The new digital "Rule Sets" are currently being defined by not only nation states but the "Non-State" actors who dominate a segment of the global digital domains. The same kinds of schemes, ploys, communication tactics and strategies are playing out online and what has worked in the physical world, may also work even better in the cyber-centric environment. Corporations are increasingly under estimating the magnitude of the risk or the speed that it is approaching their front or back door steps.

The private sector is under tremendous oversight by various regulators, government agencies and corporate risk management. Yet the "public-private" "tug-of-war" over information sharing, leaks to the public press and Wikileaks incidents has everyone on full alert. As the government has outsourced the jobs that will take too long to execute or that the private sector already is an expert, operational risks have begun to soar.

As the private sector tasks morph with the requirements of government you perpetuate the gap for effective risk mitigation and spectacular incidents of failure. Whether it is the failure of people, processes, systems or some other clandestine event doesn't matter. The public-private paradox will continue as long as the two seek some form of symbiosis. The symbiotic relationship between a government entity and a private sector supplier must be managed no differently than any other mission critical resource within an unpredictable environment.

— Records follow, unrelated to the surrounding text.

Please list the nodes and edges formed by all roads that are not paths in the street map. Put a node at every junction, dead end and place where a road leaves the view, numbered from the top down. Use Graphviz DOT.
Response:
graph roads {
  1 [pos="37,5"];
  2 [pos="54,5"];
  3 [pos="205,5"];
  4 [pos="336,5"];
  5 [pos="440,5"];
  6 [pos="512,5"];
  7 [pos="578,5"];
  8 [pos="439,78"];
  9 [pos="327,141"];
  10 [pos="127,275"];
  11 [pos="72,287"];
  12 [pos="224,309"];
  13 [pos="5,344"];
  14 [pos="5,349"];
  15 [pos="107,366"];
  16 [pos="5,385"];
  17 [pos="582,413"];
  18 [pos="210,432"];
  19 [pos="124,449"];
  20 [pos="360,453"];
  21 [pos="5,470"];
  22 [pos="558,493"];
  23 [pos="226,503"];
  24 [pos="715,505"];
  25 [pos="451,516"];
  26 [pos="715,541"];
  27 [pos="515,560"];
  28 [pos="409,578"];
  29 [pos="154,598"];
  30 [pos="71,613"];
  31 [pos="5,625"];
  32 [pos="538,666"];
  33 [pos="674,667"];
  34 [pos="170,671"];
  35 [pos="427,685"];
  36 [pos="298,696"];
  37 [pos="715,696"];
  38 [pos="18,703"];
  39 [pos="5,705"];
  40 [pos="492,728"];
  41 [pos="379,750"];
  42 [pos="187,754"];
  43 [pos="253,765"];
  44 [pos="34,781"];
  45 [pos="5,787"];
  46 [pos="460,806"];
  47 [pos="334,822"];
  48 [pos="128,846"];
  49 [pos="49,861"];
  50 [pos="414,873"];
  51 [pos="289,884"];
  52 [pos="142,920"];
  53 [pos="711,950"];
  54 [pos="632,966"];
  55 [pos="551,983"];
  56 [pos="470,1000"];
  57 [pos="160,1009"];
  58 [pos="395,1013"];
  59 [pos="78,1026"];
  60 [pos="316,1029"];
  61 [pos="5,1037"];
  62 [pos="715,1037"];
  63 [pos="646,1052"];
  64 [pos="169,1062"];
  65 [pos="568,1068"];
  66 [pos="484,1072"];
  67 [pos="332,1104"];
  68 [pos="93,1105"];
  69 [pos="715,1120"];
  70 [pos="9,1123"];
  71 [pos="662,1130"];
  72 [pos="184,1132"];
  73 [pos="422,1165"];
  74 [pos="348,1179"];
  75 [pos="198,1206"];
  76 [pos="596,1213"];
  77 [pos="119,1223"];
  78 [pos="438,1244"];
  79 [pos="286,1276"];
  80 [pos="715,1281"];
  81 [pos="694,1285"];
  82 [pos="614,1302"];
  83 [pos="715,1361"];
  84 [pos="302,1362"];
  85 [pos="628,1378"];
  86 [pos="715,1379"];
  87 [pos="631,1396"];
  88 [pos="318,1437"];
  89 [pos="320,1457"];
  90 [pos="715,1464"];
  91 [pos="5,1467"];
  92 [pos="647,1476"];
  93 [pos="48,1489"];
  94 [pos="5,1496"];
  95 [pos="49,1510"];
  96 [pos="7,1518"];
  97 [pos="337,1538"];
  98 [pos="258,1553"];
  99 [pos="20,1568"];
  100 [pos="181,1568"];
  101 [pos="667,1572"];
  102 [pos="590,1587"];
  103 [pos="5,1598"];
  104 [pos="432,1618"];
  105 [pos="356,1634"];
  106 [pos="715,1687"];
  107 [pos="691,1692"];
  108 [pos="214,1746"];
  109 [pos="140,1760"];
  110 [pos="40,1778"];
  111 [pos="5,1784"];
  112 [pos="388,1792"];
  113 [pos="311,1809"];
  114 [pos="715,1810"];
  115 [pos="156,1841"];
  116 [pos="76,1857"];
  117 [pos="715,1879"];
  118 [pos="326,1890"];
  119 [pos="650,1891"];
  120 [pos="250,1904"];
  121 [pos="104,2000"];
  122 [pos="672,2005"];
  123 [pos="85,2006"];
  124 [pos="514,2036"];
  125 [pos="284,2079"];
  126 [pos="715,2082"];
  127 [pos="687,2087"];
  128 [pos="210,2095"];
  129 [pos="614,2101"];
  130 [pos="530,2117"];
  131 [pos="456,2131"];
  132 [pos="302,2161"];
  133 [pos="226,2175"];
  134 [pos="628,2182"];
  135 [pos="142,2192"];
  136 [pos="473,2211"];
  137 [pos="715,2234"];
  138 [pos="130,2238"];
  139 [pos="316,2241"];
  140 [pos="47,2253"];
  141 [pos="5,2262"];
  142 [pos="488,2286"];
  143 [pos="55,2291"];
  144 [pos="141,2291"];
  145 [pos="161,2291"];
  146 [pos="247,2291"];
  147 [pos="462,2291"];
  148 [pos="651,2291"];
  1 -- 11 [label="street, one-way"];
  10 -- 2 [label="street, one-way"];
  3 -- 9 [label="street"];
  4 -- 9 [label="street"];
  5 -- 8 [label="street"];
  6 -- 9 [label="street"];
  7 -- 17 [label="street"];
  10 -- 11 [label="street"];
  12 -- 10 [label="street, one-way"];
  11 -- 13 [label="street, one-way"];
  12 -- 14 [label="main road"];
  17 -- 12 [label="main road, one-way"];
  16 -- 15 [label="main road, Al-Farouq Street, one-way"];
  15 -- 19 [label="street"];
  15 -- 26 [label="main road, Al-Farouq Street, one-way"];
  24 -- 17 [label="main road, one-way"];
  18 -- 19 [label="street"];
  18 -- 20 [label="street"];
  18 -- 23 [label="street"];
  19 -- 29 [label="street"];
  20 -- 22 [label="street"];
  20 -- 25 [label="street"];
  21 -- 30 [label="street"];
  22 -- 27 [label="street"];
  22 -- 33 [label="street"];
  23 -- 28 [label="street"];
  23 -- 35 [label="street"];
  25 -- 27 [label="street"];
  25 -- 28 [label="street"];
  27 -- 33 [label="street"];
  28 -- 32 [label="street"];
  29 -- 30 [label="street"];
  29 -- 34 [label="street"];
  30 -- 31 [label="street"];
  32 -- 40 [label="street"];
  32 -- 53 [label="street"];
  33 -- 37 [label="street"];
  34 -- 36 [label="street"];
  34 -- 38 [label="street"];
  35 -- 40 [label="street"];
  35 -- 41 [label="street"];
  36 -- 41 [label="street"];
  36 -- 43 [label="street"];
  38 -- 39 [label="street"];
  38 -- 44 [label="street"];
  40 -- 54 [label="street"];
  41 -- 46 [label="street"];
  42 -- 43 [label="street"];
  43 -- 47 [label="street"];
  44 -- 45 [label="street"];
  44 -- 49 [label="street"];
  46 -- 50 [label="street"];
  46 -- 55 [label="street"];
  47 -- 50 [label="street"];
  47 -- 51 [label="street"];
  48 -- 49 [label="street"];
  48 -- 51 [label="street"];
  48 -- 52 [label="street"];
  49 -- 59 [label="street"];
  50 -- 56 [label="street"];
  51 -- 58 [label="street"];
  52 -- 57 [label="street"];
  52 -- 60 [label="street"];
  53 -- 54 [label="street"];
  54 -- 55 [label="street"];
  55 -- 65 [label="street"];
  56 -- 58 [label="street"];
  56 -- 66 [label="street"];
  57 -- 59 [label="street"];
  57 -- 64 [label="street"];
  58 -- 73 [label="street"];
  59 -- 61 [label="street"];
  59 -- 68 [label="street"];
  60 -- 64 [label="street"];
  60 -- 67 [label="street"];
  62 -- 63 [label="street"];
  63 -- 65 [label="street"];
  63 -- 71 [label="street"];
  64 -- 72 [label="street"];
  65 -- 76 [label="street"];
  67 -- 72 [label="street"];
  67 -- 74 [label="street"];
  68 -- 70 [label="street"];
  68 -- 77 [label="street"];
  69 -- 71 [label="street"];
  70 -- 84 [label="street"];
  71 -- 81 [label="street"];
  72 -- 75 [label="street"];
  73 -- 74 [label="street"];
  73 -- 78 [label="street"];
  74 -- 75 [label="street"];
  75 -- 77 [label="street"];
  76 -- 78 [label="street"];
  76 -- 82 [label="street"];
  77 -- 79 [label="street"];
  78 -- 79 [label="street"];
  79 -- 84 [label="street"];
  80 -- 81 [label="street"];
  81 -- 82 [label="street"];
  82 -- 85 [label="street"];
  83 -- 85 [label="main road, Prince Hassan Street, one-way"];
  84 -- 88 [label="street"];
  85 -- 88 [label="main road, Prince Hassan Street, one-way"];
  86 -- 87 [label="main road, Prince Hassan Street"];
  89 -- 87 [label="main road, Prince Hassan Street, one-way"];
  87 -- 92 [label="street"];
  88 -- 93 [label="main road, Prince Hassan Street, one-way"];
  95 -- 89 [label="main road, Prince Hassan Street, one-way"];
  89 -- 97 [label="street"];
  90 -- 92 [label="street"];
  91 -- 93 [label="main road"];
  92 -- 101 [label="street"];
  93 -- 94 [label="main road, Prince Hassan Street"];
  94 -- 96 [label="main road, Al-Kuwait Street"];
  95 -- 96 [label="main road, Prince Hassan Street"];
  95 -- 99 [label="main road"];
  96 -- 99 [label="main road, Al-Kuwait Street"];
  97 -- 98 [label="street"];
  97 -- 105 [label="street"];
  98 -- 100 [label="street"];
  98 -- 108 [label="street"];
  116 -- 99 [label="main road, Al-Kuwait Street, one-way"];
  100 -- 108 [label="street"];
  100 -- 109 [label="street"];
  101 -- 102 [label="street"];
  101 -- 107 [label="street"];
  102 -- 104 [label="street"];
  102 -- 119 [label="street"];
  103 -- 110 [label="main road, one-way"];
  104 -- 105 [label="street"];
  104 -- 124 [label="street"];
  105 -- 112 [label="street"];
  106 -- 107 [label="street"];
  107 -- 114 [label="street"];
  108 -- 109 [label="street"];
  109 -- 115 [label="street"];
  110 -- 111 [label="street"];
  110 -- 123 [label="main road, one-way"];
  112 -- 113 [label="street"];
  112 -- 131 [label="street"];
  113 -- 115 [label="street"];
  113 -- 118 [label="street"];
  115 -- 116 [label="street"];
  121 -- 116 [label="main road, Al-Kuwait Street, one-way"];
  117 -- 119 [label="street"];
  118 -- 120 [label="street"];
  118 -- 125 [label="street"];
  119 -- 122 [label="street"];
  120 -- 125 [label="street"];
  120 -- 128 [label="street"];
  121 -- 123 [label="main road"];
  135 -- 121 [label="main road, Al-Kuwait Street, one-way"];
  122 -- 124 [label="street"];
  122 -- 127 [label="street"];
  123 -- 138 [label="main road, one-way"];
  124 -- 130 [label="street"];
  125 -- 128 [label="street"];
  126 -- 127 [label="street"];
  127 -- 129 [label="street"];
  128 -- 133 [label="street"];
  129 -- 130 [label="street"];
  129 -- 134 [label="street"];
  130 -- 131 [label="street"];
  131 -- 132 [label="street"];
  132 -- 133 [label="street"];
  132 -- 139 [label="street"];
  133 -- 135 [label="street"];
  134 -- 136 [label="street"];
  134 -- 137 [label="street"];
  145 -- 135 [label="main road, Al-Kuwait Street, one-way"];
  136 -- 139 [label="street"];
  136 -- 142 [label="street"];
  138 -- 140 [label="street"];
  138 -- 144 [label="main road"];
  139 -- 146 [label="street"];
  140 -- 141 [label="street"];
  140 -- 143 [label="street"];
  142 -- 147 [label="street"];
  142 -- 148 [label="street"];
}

Once an organization has determined the vital combination of assets it requires to operate on a daily basis, then it can begin it's quest for enabling enterprise resiliency. The problem is, most companies still do not understand these complex relationships within the matrix of their business and therefore remain vulnerable. The only path to gaining that resilient outcome, is to finally cross that "Digital Rubicon" and realize that you no longer can control it.

The first step in any remediation program, is first to admit the problem and to accept the fact that it exists. Corporate enterprises and governments across the globe are coming to the realization that the only way forward is to cooperate, coordinate and contemplate a new level of trust.